** TASK DETAILS **
Each record below has to be printed verbatim.

** DATASET **

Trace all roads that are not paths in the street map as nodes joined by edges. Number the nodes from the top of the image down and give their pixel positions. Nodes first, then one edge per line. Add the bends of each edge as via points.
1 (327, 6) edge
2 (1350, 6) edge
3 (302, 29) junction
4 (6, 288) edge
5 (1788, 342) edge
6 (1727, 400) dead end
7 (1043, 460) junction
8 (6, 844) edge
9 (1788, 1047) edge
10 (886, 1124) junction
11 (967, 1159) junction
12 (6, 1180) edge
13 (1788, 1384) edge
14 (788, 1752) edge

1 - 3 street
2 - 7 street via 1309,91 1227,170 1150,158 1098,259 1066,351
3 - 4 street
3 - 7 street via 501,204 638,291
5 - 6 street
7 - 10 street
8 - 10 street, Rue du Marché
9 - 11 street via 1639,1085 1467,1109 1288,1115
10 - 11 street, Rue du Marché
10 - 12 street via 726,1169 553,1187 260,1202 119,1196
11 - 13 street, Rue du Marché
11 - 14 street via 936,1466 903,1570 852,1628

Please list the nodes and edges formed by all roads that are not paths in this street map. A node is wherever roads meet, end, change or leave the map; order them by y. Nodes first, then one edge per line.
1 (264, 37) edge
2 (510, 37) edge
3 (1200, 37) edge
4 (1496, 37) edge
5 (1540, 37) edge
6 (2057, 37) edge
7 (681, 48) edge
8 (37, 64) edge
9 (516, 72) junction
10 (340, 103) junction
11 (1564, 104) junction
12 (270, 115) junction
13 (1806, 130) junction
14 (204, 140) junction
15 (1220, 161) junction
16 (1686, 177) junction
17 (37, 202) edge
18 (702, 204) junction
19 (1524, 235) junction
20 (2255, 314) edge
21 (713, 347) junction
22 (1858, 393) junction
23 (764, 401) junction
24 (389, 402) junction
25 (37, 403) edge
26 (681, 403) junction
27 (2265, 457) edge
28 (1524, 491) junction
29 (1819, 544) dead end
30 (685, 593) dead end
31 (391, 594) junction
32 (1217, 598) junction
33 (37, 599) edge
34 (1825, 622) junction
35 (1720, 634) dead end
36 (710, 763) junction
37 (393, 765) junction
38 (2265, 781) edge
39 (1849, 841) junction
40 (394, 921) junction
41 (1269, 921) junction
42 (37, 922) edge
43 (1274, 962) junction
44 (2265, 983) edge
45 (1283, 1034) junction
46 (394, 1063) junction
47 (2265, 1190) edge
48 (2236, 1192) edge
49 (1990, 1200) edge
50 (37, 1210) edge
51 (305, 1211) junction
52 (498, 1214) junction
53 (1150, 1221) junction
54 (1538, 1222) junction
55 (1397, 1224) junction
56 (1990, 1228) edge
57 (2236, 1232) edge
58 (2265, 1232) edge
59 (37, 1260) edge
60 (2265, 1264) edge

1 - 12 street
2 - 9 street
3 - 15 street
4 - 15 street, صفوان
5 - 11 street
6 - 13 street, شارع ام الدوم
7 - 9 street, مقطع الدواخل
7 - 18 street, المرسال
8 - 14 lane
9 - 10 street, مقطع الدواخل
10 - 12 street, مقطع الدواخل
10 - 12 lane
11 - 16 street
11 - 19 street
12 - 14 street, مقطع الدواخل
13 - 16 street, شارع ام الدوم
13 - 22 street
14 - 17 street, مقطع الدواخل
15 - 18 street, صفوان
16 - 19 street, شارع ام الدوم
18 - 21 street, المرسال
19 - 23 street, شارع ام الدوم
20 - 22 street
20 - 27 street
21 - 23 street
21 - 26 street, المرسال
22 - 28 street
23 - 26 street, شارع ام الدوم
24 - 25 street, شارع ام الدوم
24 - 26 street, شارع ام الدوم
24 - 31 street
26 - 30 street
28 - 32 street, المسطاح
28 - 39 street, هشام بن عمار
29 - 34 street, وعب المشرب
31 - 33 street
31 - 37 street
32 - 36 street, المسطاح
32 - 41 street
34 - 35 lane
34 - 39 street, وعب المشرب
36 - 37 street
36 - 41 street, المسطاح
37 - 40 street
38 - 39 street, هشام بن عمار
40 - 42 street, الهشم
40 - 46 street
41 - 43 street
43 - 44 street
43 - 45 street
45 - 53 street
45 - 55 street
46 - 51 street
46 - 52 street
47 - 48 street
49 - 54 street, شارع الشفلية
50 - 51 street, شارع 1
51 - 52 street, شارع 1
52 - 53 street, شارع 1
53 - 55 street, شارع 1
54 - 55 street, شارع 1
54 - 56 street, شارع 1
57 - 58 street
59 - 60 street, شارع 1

** ANSWER SPACE **
Trace all roads that are not paths in the street map as nodes joined by edges. Number the nodes from the top of the image down and give their pixel positions. Nodes first, then one edge per line. Add the bends of each edge as via points.
1 (327, 6) edge
2 (1350, 6) edge
3 (302, 29) junction
4 (6, 288) edge
5 (1788, 342) edge
6 (1727, 400) dead end
7 (1043, 460) junction
8 (6, 844) edge
9 (1788, 1047) edge
10 (886, 1124) junction
11 (967, 1159) junction
12 (6, 1180) edge
13 (1788, 1384) edge
14 (788, 1752) edge

1 - 3 street
2 - 7 street via 1309,91 1227,170 1150,158 1098,259 1066,351
3 - 4 street
3 - 7 street via 501,204 638,291
5 - 6 street
7 - 10 street
8 - 10 street, Rue du Marché
9 - 11 street via 1639,1085 1467,1109 1288,1115
10 - 11 street, Rue du Marché
10 - 12 street via 726,1169 553,1187 260,1202 119,1196
11 - 13 street, Rue du Marché
11 - 14 street via 936,1466 903,1570 852,1628

Please list the nodes and edges formed by all roads that are not paths in this street map. A node is wherever roads meet, end, change or leave the map; order them by y. Nodes first, then one edge per line.
1 (264, 37) edge
2 (510, 37) edge
3 (1200, 37) edge
4 (1496, 37) edge
5 (1540, 37) edge
6 (2057, 37) edge
7 (681, 48) edge
8 (37, 64) edge
9 (516, 72) junction
10 (340, 103) junction
11 (1564, 104) junction
12 (270, 115) junction
13 (1806, 130) junction
14 (204, 140) junction
15 (1220, 161) junction
16 (1686, 177) junction
17 (37, 202) edge
18 (702, 204) junction
19 (1524, 235) junction
20 (2255, 314) edge
21 (713, 347) junction
22 (1858, 393) junction
23 (764, 401) junction
24 (389, 402) junction
25 (37, 403) edge
26 (681, 403) junction
27 (2265, 457) edge
28 (1524, 491) junction
29 (1819, 544) dead end
30 (685, 593) dead end
31 (391, 594) junction
32 (1217, 598) junction
33 (37, 599) edge
34 (1825, 622) junction
35 (1720, 634) dead end
36 (710, 763) junction
37 (393, 765) junction
38 (2265, 781) edge
39 (1849, 841) junction
40 (394, 921) junction
41 (1269, 921) junction
42 (37, 922) edge
43 (1274, 962) junction
44 (2265, 983) edge
45 (1283, 1034) junction
46 (394, 1063) junction
47 (2265, 1190) edge
48 (2236, 1192) edge
49 (1990, 1200) edge
50 (37, 1210) edge
51 (305, 1211) junction
52 (498, 1214) junction
53 (1150, 1221) junction
54 (1538, 1222) junction
55 (1397, 1224) junction
56 (1990, 1228) edge
57 (2236, 1232) edge
58 (2265, 1232) edge
59 (37, 1260) edge
60 (2265, 1264) edge

1 - 12 street
2 - 9 street
3 - 15 street
4 - 15 street, صفوان
5 - 11 street
6 - 13 street, شارع ام الدوم
7 - 9 street, مقطع الدواخل
7 - 18 street, المرسال
8 - 14 lane
9 - 10 street, مقطع الدواخل
10 - 12 street, مقطع الدواخل
10 - 12 lane
11 - 16 street
11 - 19 street
12 - 14 street, مقطع الدواخل
13 - 16 street, شارع ام الدوم
13 - 22 street
14 - 17 street, مقطع الدواخل
15 - 18 street, صفوان
16 - 19 street, شارع ام الدوم
18 - 21 street, المرسال
19 - 23 street, شارع ام الدوم
20 - 22 street
20 - 27 street
21 - 23 street
21 - 26 street, المرسال
22 - 28 street
23 - 26 street, شارع ام الدوم
24 - 25 street, شارع ام الدوم
24 - 26 street, شارع ام الدوم
24 - 31 street
26 - 30 street
28 - 32 street, المسطاح
28 - 39 street, هشام بن عمار
29 - 34 street, وعب المشرب
31 - 33 street
31 - 37 street
32 - 36 street, المسطاح
32 - 41 street
34 - 35 lane
34 - 39 street, وعب المشرب
36 - 37 street
36 - 41 street, المسطاح
37 - 40 street
38 - 39 street, هشام بن عمار
40 - 42 street, الهشم
40 - 46 street
41 - 43 street
43 - 44 street
43 - 45 street
45 - 53 street
45 - 55 street
46 - 51 street
46 - 52 street
47 - 48 street
49 - 54 street, شارع الشفلية
50 - 51 street, شارع 1
51 - 52 street, شارع 1
52 - 53 street, شارع 1
53 - 55 street, شارع 1
54 - 55 street, شارع 1
54 - 56 street, شارع 1
57 - 58 street
59 - 60 street, شارع 1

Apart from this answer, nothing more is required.